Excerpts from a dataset
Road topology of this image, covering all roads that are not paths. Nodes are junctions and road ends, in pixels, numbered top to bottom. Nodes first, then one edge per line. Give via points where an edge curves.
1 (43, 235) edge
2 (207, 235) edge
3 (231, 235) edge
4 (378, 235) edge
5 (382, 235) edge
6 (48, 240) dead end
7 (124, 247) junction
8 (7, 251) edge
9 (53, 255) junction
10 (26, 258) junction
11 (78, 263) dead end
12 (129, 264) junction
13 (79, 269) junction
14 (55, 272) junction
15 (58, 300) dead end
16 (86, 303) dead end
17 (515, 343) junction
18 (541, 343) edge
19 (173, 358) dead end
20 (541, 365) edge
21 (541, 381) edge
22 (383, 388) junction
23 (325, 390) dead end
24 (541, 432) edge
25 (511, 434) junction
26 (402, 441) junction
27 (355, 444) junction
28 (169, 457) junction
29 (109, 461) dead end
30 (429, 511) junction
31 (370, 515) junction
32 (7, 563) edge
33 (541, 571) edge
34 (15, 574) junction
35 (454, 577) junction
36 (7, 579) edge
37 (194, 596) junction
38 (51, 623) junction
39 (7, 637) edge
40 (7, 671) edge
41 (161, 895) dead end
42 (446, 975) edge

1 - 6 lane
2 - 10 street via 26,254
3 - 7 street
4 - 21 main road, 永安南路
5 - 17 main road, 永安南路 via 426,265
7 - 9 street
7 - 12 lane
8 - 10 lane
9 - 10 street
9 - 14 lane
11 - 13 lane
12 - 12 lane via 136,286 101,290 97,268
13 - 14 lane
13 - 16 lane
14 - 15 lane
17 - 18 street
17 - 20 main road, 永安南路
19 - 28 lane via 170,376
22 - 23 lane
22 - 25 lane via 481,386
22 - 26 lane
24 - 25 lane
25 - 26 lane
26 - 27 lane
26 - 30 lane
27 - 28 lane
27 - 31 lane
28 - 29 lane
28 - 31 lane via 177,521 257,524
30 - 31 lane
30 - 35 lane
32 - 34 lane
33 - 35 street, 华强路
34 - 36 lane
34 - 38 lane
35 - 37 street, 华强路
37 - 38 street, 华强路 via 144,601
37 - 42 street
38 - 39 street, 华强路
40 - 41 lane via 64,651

Exercise details: In the entries above, count the lines that include "street" and write nothing but that number.

Answer: 10